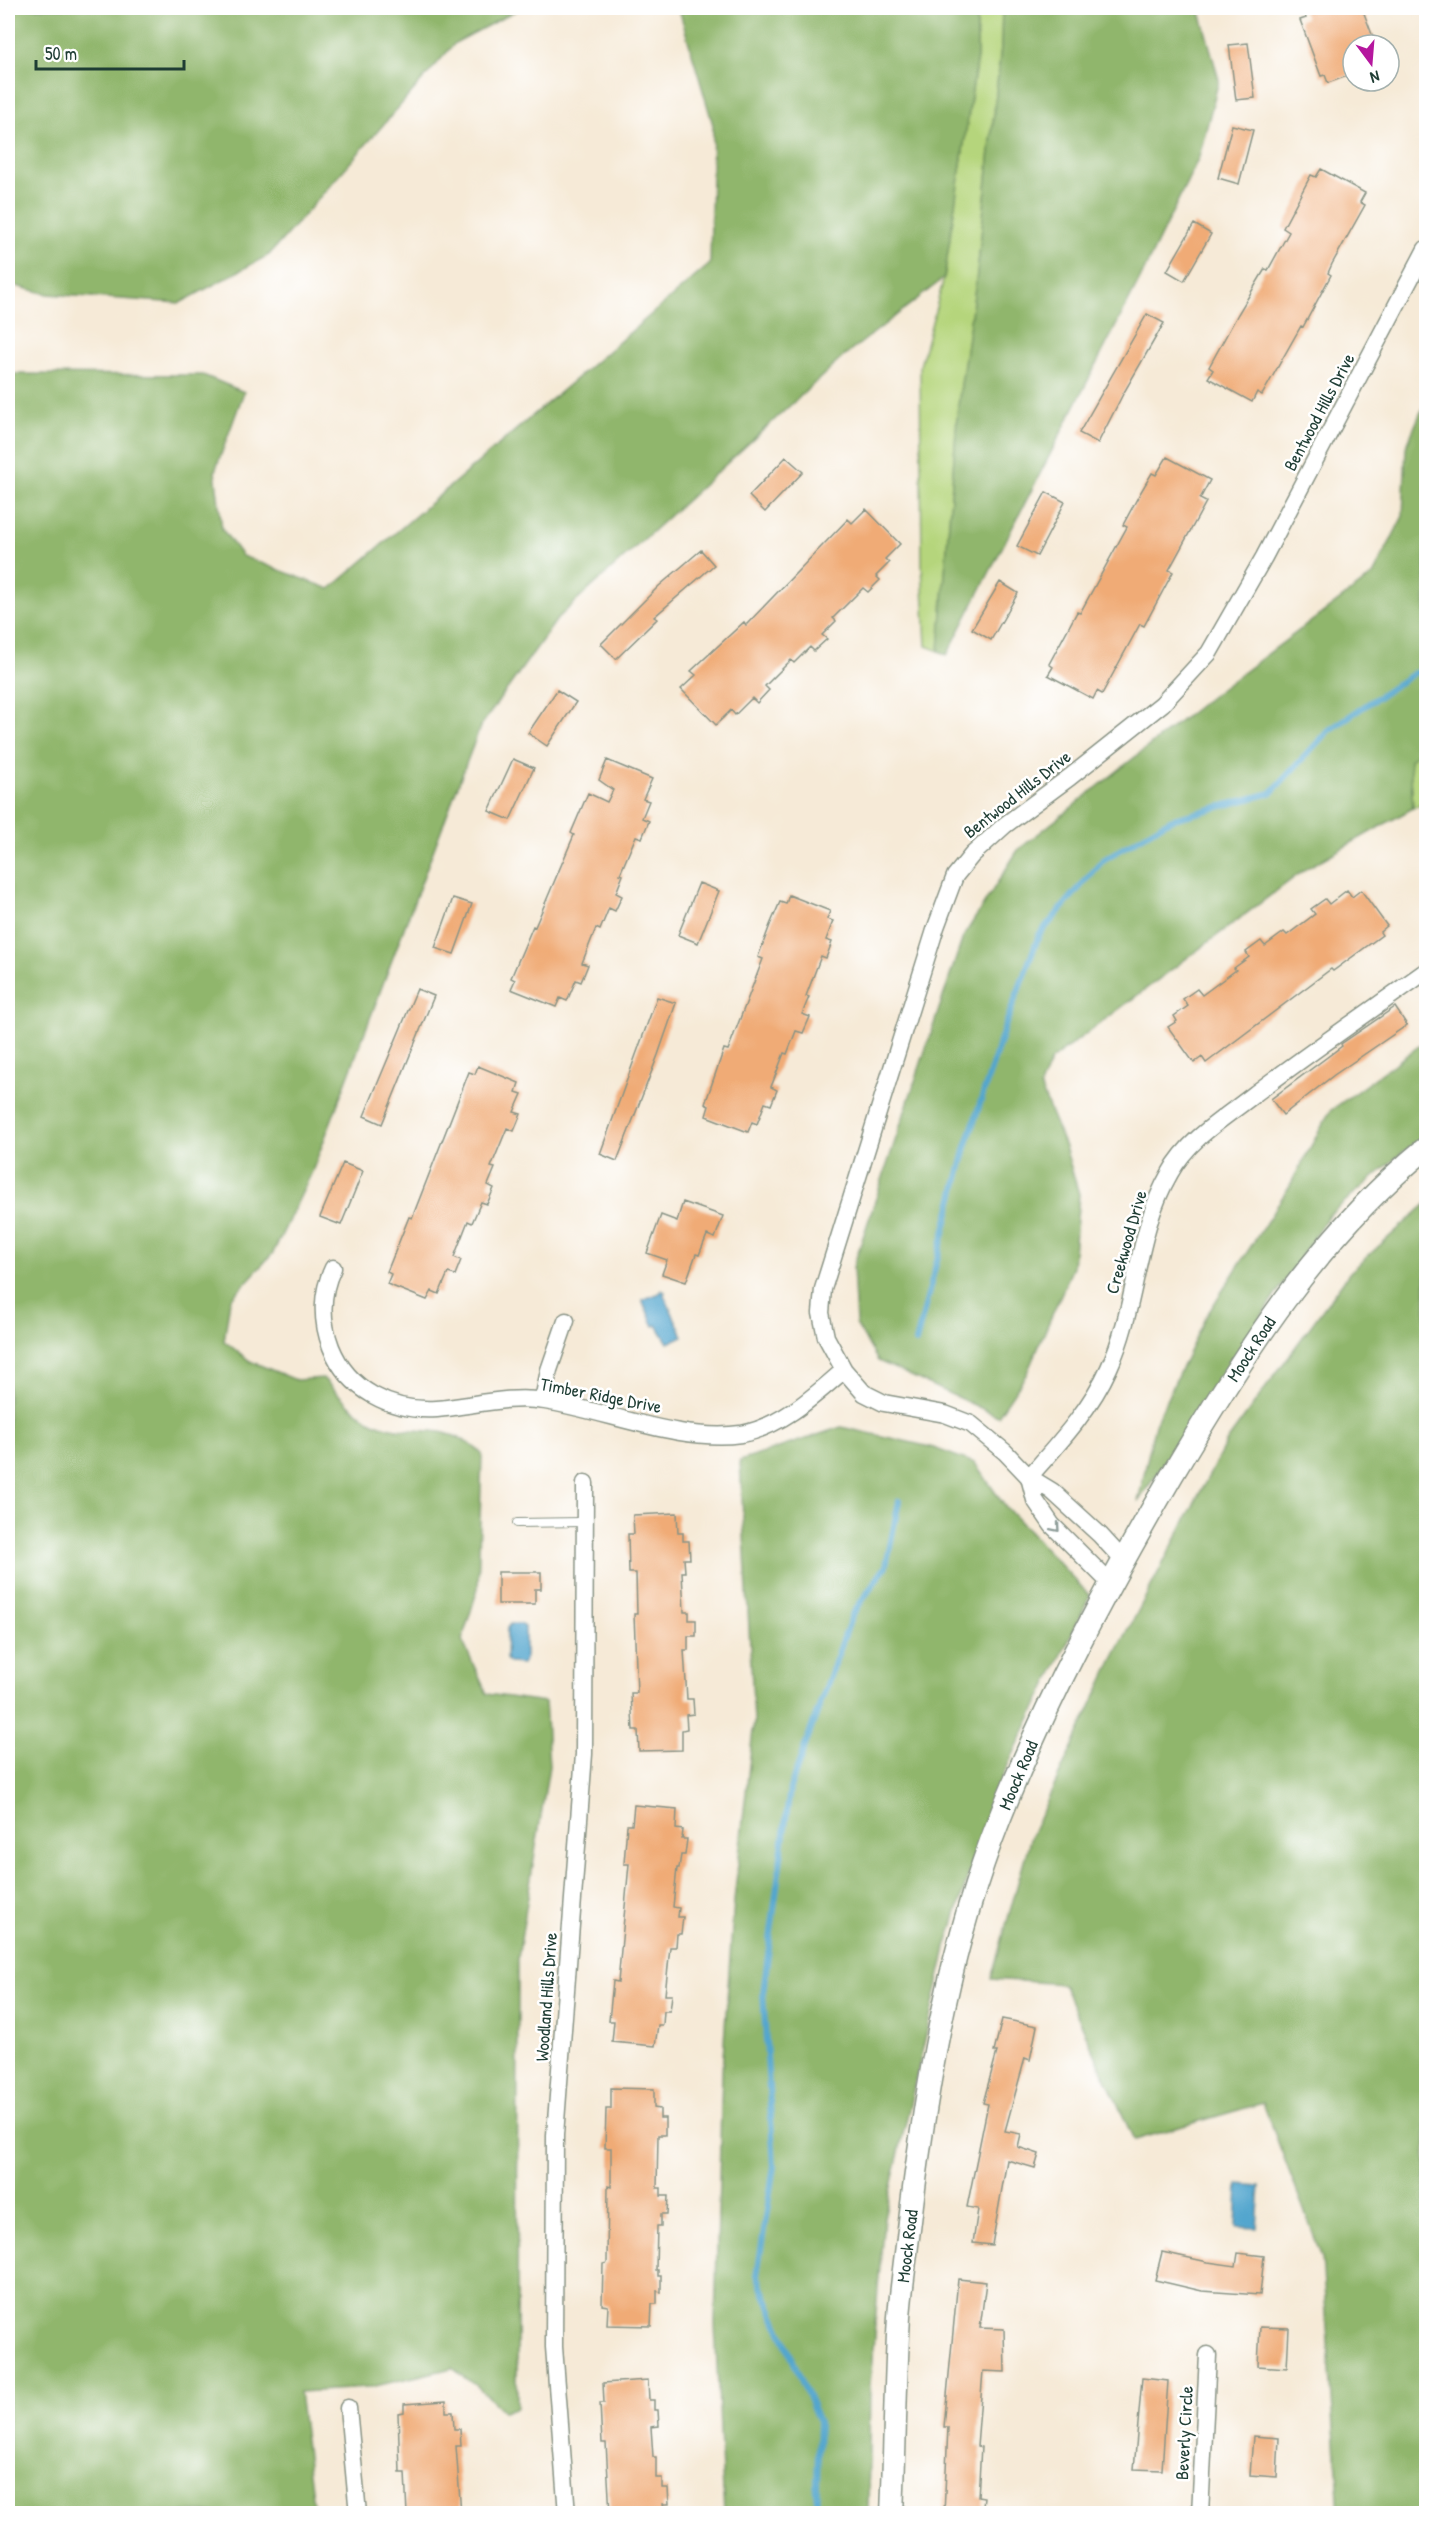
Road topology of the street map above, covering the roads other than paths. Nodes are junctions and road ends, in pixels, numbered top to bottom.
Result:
1 (1426, 249) edge
2 (1426, 971) edge
3 (1426, 1148) edge
4 (333, 1268) dead end
5 (566, 1321) dead end
6 (844, 1370) junction
7 (543, 1400) junction
8 (1029, 1477) junction
9 (585, 1483) dead end
10 (583, 1522) junction
11 (517, 1523) dead end
12 (1123, 1560) junction
13 (1110, 1583) junction
14 (1208, 2355) dead end
15 (348, 2408) dead end
16 (358, 2514) edge
17 (567, 2514) edge
18 (892, 2514) edge
19 (1200, 2514) edge

1 - 6 street, Bentwood Hills Drive
2 - 8 street, Creekwood Drive
3 - 12 main road, Moock Road
4 - 7 street, Timber Ridge Drive
5 - 7 street
6 - 7 street, Timber Ridge Drive
6 - 8 street, Bentwood Hills Drive
8 - 12 street, Bentwood Hills Drive
8 -> 13 street, Bentwood Hills Drive
9 - 10 street, Woodland Hills Drive
10 - 11 lane
10 - 17 street, Woodland Hills Drive
12 - 13 main road, Moock Road
13 - 18 main road, Moock Road
14 - 19 street, Beverly Circle
15 - 16 street

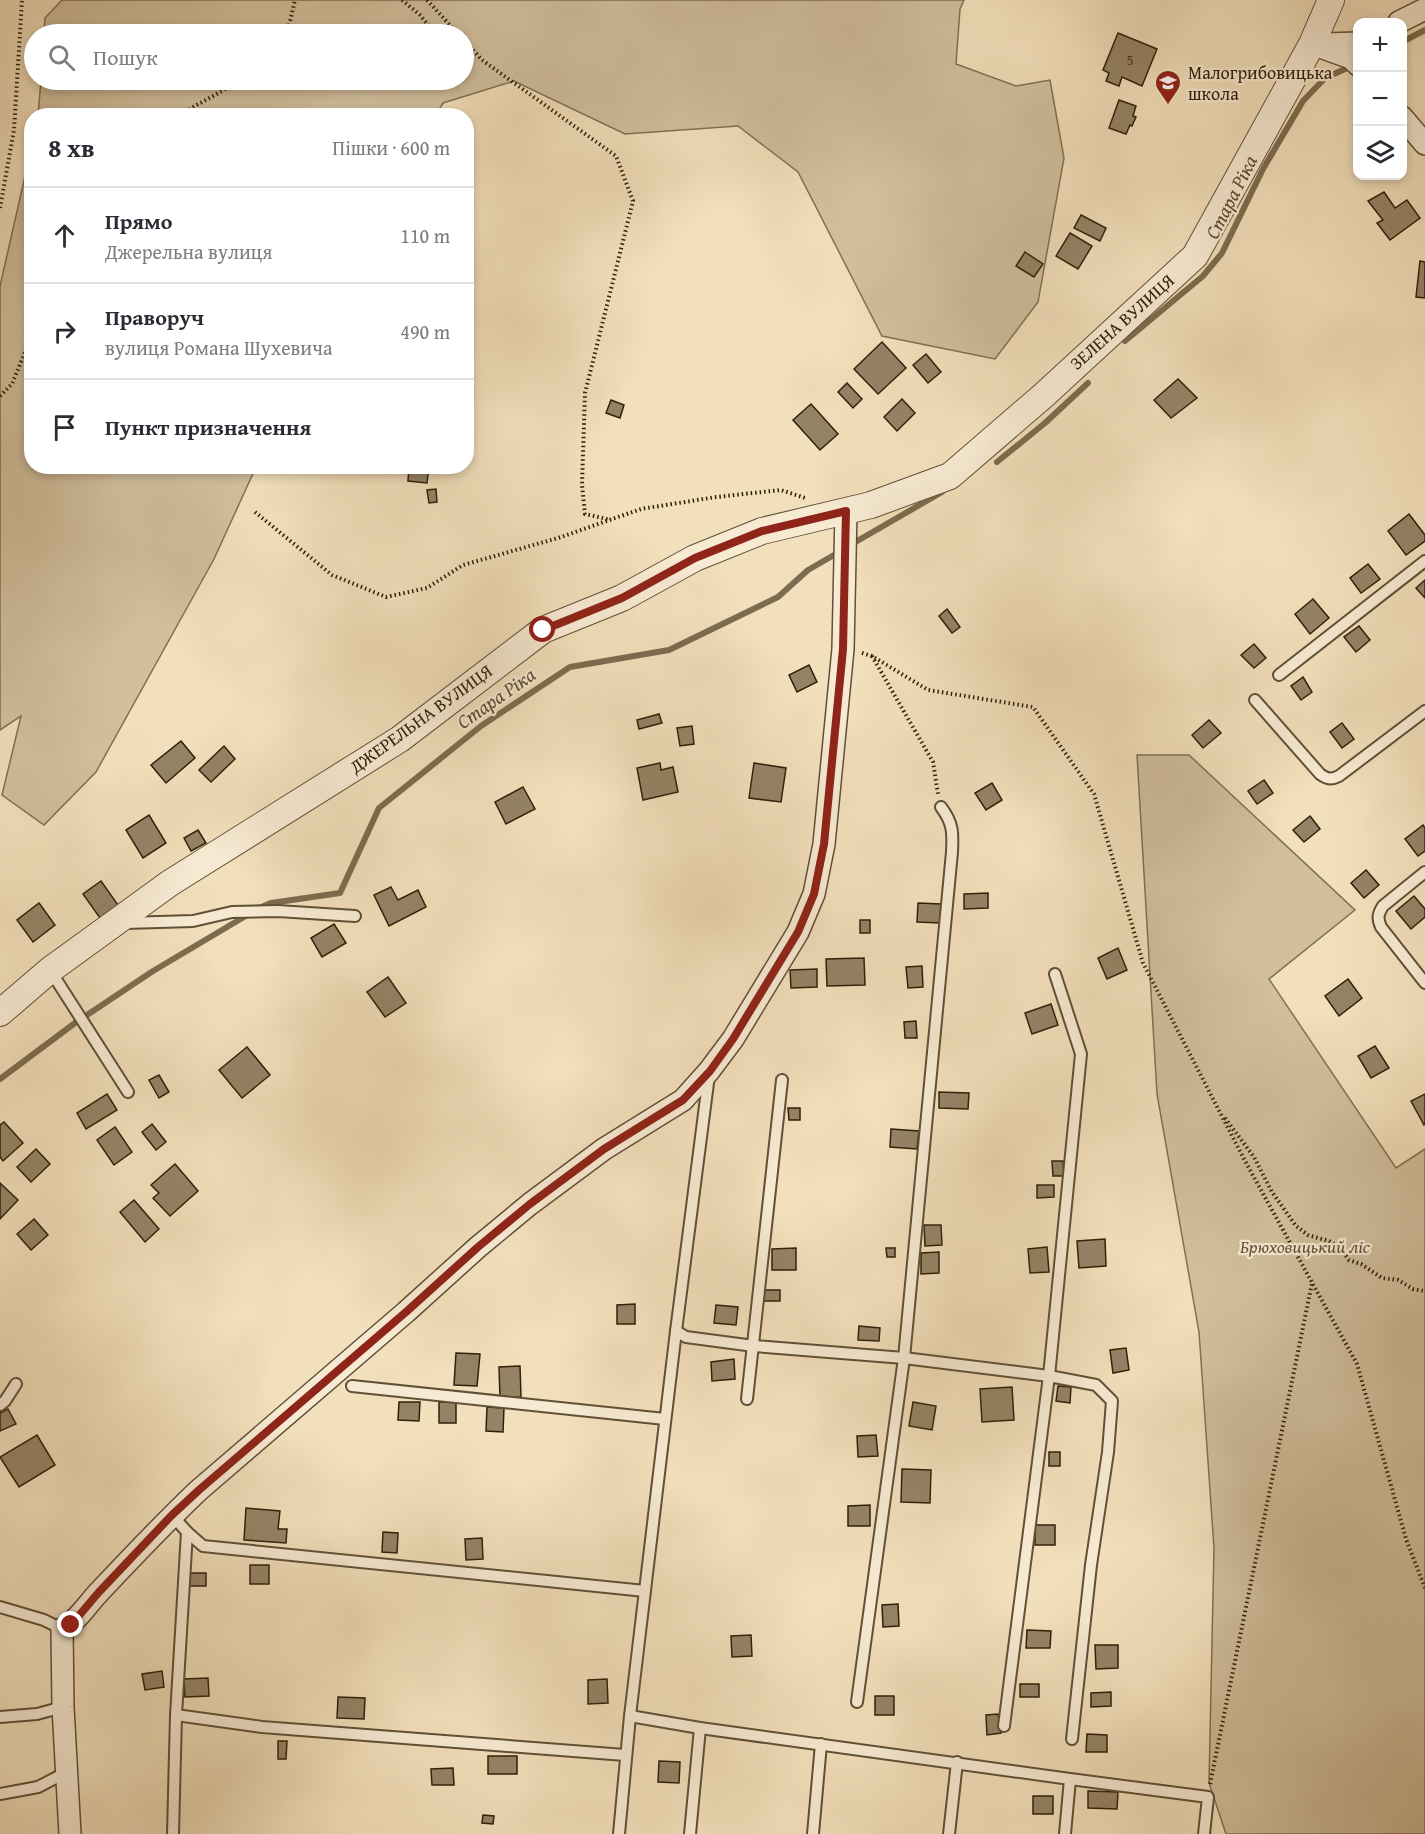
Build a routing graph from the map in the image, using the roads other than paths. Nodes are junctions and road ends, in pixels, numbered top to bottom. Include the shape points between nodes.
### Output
1 (1331, 0) edge
2 (1425, 9) edge
3 (1407, 18) edge
4 (1312, 44) junction
5 (1353, 55) edge
6 (1407, 123) edge
7 (1425, 144) edge
8 (845, 520) junction
9 (1425, 561) edge
10 (1279, 675) dead end
11 (1255, 700) dead end
12 (1425, 711) edge
13 (941, 807) road end
14 (1425, 872) edge
15 (355, 916) dead end
16 (116, 923) junction
17 (50, 970) junction
18 (1055, 974) dead end
19 (1425, 983) edge
20 (0, 1013) edge
21 (710, 1071) junction
22 (782, 1080) dead end
23 (128, 1092) dead end
24 (676, 1331) junction
25 (754, 1346) junction
26 (904, 1358) junction
27 (1049, 1376) junction
28 (16, 1384) dead end
29 (352, 1386) dead end
30 (747, 1399) dead end
31 (0, 1405) edge
32 (665, 1419) junction
33 (172, 1515) junction
34 (187, 1532) junction
35 (645, 1591) junction
36 (0, 1607) edge
37 (62, 1629) junction
38 (857, 1702) dead end
39 (63, 1707) junction
40 (176, 1715) junction
41 (630, 1716) junction
42 (0, 1717) edge
43 (1004, 1726) dead end
44 (700, 1728) junction
45 (1072, 1739) dead end
46 (821, 1744) junction
47 (626, 1755) junction
48 (957, 1762) junction
49 (67, 1772) junction
50 (1070, 1779) junction
51 (0, 1794) edge
52 (70, 1834) edge
53 (173, 1834) edge
54 (619, 1834) edge
55 (690, 1834) edge
56 (813, 1834) edge
57 (949, 1834) edge
58 (1065, 1834) edge
59 (1204, 1834) edge

1 - 4 street, ЗЕЛЕНА ВУЛИЦЯ
2 - 3 street
4 - 5 street
4 - 8 street, ЗЕЛЕНА ВУЛИЦЯ via 1195,256 950,476 871,505
6 - 7 street
8 - 16 street, ДЖЕРЕЛЬНА ВУЛИЦЯ via 762,531 695,558 622,598 543,630 400,739 170,883
8 - 21 street via 843,649 824,844 814,894 798,932
9 - 10 lane
11 - 12 lane via 1320,774 1333,779
13 - 26 lane via 953,831 952,852
14 - 19 lane via 1383,906 1378,920
15 - 16 lane via 232,912 193,921
16 - 17 street, ДЖЕРЕЛЬНА ВУЛИЦЯ
17 - 20 street, ДЖЕРЕЛЬНА ВУЛИЦЯ
17 - 23 lane
18 - 27 lane via 1081,1054
21 - 24 lane
21 - 33 street via 683,1100 604,1149 530,1204
22 - 25 lane
24 - 25 lane via 686,1336
24 - 32 lane
25 - 26 lane
25 - 30 lane
26 - 27 lane
26 - 38 lane
27 - 43 lane
27 - 45 lane via 1096,1385 1112,1401
28 - 31 lane
29 - 32 lane
32 - 35 lane
33 - 34 lane
33 - 37 street via 71,1625
34 - 35 lane via 203,1546
34 - 40 lane
35 - 41 lane
36 - 37 lane
37 - 39 street
39 - 42 lane
39 - 49 street
40 - 47 lane via 262,1727
40 - 53 lane
41 - 44 lane
41 - 47 lane
44 - 46 lane
44 - 55 lane
46 - 48 lane
46 - 56 lane
47 - 54 lane
48 - 50 lane
48 - 57 lane
49 - 51 lane via 38,1787
49 - 52 street
50 - 58 lane
50 - 59 lane via 1208,1797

----

=== The task ===
Skip the pictures and reproduce all remaining entries exactly.

=== Reply ===
Road topology of the street map above, covering the roads other than paths. Nodes are junctions and road ends, in pixels, numbered top to bottom.
Result:
1 (1426, 249) edge
2 (1426, 971) edge
3 (1426, 1148) edge
4 (333, 1268) dead end
5 (566, 1321) dead end
6 (844, 1370) junction
7 (543, 1400) junction
8 (1029, 1477) junction
9 (585, 1483) dead end
10 (583, 1522) junction
11 (517, 1523) dead end
12 (1123, 1560) junction
13 (1110, 1583) junction
14 (1208, 2355) dead end
15 (348, 2408) dead end
16 (358, 2514) edge
17 (567, 2514) edge
18 (892, 2514) edge
19 (1200, 2514) edge

1 - 6 street, Bentwood Hills Drive
2 - 8 street, Creekwood Drive
3 - 12 main road, Moock Road
4 - 7 street, Timber Ridge Drive
5 - 7 street
6 - 7 street, Timber Ridge Drive
6 - 8 street, Bentwood Hills Drive
8 - 12 street, Bentwood Hills Drive
8 -> 13 street, Bentwood Hills Drive
9 - 10 street, Woodland Hills Drive
10 - 11 lane
10 - 17 street, Woodland Hills Drive
12 - 13 main road, Moock Road
13 - 18 main road, Moock Road
14 - 19 street, Beverly Circle
15 - 16 street

Build a routing graph from the map in the image, using the roads other than paths. Nodes are junctions and road ends, in pixels, numbered top to bottom. Include the shape points between nodes.
### Output
1 (1331, 0) edge
2 (1425, 9) edge
3 (1407, 18) edge
4 (1312, 44) junction
5 (1353, 55) edge
6 (1407, 123) edge
7 (1425, 144) edge
8 (845, 520) junction
9 (1425, 561) edge
10 (1279, 675) dead end
11 (1255, 700) dead end
12 (1425, 711) edge
13 (941, 807) road end
14 (1425, 872) edge
15 (355, 916) dead end
16 (116, 923) junction
17 (50, 970) junction
18 (1055, 974) dead end
19 (1425, 983) edge
20 (0, 1013) edge
21 (710, 1071) junction
22 (782, 1080) dead end
23 (128, 1092) dead end
24 (676, 1331) junction
25 (754, 1346) junction
26 (904, 1358) junction
27 (1049, 1376) junction
28 (16, 1384) dead end
29 (352, 1386) dead end
30 (747, 1399) dead end
31 (0, 1405) edge
32 (665, 1419) junction
33 (172, 1515) junction
34 (187, 1532) junction
35 (645, 1591) junction
36 (0, 1607) edge
37 (62, 1629) junction
38 (857, 1702) dead end
39 (63, 1707) junction
40 (176, 1715) junction
41 (630, 1716) junction
42 (0, 1717) edge
43 (1004, 1726) dead end
44 (700, 1728) junction
45 (1072, 1739) dead end
46 (821, 1744) junction
47 (626, 1755) junction
48 (957, 1762) junction
49 (67, 1772) junction
50 (1070, 1779) junction
51 (0, 1794) edge
52 (70, 1834) edge
53 (173, 1834) edge
54 (619, 1834) edge
55 (690, 1834) edge
56 (813, 1834) edge
57 (949, 1834) edge
58 (1065, 1834) edge
59 (1204, 1834) edge

1 - 4 street, ЗЕЛЕНА ВУЛИЦЯ
2 - 3 street
4 - 5 street
4 - 8 street, ЗЕЛЕНА ВУЛИЦЯ via 1195,256 950,476 871,505
6 - 7 street
8 - 16 street, ДЖЕРЕЛЬНА ВУЛИЦЯ via 762,531 695,558 622,598 543,630 400,739 170,883
8 - 21 street via 843,649 824,844 814,894 798,932
9 - 10 lane
11 - 12 lane via 1320,774 1333,779
13 - 26 lane via 953,831 952,852
14 - 19 lane via 1383,906 1378,920
15 - 16 lane via 232,912 193,921
16 - 17 street, ДЖЕРЕЛЬНА ВУЛИЦЯ
17 - 20 street, ДЖЕРЕЛЬНА ВУЛИЦЯ
17 - 23 lane
18 - 27 lane via 1081,1054
21 - 24 lane
21 - 33 street via 683,1100 604,1149 530,1204
22 - 25 lane
24 - 25 lane via 686,1336
24 - 32 lane
25 - 26 lane
25 - 30 lane
26 - 27 lane
26 - 38 lane
27 - 43 lane
27 - 45 lane via 1096,1385 1112,1401
28 - 31 lane
29 - 32 lane
32 - 35 lane
33 - 34 lane
33 - 37 street via 71,1625
34 - 35 lane via 203,1546
34 - 40 lane
35 - 41 lane
36 - 37 lane
37 - 39 street
39 - 42 lane
39 - 49 street
40 - 47 lane via 262,1727
40 - 53 lane
41 - 44 lane
41 - 47 lane
44 - 46 lane
44 - 55 lane
46 - 48 lane
46 - 56 lane
47 - 54 lane
48 - 50 lane
48 - 57 lane
49 - 51 lane via 38,1787
49 - 52 street
50 - 58 lane
50 - 59 lane via 1208,1797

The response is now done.